TASK DESCRIPTION: Search the data below, and report every line in which "Attucks" occurs.

DATA TO PROCESS:
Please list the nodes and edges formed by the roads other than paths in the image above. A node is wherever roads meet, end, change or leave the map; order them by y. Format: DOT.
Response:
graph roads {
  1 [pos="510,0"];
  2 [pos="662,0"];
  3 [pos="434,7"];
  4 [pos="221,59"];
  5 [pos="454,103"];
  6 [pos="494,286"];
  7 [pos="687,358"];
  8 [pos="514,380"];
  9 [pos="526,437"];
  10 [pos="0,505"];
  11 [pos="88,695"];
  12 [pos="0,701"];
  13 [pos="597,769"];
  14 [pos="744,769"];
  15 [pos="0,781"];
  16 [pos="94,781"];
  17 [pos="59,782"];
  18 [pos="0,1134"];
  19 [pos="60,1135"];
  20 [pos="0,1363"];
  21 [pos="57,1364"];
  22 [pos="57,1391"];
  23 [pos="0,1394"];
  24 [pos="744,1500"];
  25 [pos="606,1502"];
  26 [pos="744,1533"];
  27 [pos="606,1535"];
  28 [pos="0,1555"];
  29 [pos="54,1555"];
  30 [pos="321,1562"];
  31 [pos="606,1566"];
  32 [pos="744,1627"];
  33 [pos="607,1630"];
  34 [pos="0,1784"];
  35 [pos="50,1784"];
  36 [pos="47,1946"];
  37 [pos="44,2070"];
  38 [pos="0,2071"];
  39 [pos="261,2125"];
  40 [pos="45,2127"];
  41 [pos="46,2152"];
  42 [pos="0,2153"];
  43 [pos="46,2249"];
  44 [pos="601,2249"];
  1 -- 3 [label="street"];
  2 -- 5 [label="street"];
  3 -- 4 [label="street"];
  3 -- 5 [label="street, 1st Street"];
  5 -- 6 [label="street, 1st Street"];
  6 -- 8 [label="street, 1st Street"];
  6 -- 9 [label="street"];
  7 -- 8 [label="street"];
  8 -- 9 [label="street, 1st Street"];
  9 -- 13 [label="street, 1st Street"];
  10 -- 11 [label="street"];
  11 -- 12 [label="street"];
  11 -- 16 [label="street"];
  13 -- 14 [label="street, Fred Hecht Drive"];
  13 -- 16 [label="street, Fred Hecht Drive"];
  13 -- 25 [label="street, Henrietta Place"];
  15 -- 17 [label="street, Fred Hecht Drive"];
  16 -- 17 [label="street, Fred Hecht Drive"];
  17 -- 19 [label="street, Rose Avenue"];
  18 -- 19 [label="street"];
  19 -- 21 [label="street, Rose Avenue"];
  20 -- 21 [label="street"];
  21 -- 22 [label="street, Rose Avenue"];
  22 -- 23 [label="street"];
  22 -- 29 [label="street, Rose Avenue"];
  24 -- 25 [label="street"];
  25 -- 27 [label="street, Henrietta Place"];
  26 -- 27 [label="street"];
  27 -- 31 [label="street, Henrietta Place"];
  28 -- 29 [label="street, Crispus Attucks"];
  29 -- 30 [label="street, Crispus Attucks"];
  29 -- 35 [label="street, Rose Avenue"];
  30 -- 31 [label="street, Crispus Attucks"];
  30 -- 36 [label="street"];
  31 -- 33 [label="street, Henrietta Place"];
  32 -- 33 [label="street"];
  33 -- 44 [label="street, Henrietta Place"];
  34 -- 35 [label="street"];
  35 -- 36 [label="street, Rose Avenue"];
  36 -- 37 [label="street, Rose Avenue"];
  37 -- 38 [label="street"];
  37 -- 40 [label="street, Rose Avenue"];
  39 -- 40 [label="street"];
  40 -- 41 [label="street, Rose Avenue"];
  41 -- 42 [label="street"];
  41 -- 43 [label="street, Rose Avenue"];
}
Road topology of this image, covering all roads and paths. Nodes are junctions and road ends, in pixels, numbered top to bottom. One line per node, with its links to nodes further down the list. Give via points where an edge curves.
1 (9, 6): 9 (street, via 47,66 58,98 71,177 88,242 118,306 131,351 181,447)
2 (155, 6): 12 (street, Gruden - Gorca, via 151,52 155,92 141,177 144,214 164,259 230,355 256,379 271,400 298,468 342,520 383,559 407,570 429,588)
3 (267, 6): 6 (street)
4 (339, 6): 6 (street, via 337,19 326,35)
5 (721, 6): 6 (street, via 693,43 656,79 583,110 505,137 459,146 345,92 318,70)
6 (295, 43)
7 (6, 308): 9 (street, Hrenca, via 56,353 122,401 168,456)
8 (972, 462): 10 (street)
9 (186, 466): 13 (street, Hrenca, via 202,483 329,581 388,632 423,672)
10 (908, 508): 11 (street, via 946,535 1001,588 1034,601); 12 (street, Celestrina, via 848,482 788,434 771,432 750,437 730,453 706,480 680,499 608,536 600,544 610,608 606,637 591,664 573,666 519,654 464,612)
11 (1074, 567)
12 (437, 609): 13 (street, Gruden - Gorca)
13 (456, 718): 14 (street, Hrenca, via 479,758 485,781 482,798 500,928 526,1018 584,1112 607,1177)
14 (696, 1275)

SOLUTION TO THIS EXERCISE:
  28 -- 29 [label="street, Crispus Attucks"];
  29 -- 30 [label="street, Crispus Attucks"];
  30 -- 31 [label="street, Crispus Attucks"];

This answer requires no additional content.